[BRIEF]
Below are the records; locate each line with the word "edges" and copy it.

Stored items
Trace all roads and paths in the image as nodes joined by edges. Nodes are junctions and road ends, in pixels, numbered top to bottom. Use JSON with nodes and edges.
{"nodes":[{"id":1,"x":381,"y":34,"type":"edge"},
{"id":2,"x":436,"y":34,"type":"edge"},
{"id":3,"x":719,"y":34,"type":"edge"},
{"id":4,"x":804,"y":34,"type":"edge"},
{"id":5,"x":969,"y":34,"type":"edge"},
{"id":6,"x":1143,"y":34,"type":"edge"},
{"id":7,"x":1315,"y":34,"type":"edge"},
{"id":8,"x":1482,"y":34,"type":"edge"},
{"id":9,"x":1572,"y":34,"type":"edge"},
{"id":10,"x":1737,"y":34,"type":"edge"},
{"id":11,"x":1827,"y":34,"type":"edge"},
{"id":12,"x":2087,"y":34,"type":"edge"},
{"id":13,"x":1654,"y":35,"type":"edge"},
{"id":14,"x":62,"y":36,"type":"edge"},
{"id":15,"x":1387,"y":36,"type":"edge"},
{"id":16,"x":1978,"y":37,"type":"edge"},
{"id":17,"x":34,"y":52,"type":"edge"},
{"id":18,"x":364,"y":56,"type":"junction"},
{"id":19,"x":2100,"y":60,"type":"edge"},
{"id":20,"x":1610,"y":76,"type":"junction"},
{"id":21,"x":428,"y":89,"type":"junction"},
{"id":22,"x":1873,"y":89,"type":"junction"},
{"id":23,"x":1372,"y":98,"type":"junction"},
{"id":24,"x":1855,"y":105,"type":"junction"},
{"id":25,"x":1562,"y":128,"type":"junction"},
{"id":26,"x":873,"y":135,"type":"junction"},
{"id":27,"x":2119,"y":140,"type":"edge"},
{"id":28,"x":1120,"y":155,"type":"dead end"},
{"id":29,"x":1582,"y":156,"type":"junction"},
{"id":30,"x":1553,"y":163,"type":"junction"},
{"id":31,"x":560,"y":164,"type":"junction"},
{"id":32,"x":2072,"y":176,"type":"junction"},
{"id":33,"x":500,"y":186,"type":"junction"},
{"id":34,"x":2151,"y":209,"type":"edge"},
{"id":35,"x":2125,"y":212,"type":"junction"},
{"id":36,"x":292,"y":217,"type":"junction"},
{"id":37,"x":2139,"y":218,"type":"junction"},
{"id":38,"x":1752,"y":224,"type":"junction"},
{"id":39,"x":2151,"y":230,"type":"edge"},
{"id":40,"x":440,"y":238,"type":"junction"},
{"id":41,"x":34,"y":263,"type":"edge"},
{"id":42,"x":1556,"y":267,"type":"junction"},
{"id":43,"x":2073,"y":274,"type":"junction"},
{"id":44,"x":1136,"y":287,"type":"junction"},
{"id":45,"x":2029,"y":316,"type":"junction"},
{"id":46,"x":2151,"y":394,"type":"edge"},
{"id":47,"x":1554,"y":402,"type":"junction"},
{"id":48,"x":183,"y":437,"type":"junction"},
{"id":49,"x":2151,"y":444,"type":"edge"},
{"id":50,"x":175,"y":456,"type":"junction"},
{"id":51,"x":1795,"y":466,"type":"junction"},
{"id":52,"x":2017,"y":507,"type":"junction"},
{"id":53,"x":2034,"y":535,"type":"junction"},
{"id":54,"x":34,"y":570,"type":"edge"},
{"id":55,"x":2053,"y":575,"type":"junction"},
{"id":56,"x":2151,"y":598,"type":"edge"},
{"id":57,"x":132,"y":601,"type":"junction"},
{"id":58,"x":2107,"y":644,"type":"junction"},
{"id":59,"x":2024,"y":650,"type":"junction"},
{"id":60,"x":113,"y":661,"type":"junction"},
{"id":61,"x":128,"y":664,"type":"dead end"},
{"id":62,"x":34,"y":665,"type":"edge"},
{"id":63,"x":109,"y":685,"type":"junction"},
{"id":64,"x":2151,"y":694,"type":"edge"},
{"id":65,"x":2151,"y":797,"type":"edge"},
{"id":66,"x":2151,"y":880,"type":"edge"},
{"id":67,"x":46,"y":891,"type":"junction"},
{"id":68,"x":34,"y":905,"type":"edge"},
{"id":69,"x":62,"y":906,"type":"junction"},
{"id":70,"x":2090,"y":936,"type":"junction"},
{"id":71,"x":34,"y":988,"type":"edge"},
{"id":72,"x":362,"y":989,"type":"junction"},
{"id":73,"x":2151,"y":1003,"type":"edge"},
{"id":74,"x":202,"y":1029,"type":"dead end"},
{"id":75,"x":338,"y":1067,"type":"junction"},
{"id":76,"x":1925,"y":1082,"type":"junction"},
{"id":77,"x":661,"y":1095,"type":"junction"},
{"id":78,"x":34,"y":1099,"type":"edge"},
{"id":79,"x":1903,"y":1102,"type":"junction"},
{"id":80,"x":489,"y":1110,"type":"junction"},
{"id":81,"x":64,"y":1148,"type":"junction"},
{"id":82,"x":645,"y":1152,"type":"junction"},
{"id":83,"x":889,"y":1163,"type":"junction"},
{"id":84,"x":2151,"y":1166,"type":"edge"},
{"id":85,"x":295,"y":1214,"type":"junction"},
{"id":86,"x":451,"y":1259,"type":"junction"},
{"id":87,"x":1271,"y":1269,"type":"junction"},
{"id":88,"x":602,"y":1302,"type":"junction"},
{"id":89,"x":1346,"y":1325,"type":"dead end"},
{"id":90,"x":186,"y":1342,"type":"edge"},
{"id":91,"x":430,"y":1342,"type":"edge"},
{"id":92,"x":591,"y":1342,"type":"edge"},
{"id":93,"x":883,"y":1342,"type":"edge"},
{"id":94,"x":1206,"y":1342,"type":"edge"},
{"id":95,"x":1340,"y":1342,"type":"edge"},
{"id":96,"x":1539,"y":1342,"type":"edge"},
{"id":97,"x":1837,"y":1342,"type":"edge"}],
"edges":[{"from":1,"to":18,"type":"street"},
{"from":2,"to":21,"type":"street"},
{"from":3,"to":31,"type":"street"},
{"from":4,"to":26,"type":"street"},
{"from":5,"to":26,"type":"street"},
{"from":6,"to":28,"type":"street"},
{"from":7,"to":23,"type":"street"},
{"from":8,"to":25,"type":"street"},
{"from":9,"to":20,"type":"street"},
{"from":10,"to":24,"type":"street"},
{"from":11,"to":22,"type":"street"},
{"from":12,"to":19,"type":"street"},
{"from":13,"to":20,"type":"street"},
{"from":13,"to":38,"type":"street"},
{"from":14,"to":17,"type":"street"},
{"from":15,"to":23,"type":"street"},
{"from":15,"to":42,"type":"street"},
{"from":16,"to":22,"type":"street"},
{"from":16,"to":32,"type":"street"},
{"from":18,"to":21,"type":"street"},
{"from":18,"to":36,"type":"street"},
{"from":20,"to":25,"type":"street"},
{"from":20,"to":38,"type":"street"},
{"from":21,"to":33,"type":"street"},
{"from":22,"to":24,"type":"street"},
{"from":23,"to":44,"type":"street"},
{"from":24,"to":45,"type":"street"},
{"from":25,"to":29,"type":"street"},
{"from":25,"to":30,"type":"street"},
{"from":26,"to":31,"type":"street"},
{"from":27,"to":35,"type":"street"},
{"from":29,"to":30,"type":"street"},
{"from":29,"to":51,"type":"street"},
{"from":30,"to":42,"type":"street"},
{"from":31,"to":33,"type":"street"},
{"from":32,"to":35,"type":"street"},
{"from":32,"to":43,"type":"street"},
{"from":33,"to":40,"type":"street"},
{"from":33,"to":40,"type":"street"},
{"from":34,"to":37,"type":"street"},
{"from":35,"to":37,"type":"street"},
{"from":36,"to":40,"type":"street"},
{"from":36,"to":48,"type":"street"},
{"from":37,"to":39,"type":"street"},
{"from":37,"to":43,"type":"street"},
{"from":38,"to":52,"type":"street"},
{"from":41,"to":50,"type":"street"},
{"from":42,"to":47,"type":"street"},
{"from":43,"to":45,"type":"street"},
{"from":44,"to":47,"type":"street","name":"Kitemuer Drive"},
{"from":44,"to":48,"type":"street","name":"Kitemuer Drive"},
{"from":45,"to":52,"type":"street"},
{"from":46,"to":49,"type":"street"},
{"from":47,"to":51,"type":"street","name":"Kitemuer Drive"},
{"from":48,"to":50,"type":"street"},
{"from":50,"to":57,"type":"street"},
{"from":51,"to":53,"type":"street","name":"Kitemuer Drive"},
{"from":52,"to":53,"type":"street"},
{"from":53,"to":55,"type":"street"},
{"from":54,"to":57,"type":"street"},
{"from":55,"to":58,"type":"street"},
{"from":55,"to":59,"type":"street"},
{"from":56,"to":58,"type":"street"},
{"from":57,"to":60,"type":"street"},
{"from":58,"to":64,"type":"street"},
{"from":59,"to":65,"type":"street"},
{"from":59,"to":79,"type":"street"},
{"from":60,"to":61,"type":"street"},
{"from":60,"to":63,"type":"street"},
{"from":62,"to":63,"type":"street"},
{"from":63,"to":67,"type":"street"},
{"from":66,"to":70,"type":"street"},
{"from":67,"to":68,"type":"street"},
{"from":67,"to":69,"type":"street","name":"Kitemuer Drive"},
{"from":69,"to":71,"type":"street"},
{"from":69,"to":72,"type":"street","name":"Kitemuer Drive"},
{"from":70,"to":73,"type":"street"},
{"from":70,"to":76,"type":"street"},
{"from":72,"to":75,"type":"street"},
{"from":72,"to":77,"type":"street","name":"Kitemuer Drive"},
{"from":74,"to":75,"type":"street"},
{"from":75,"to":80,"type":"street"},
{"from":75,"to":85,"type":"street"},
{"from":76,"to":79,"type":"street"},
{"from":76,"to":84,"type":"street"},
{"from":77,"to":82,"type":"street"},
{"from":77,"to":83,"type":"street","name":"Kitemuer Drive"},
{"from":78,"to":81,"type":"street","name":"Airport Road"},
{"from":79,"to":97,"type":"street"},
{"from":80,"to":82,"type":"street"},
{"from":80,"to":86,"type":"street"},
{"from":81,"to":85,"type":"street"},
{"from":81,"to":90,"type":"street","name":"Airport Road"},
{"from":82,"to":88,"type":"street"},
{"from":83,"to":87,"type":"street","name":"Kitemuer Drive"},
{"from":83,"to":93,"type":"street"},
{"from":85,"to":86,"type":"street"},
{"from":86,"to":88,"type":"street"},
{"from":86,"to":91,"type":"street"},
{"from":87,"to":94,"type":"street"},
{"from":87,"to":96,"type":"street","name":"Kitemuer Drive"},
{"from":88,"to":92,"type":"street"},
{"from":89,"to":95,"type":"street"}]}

[EXERCISE ANSWER]
Trace all roads and paths in the image as nodes joined by edges. Nodes are junctions and road ends, in pixels, numbered top to bottom. Use JSON with nodes and edges.
"edges":[{"from":1,"to":18,"type":"street"},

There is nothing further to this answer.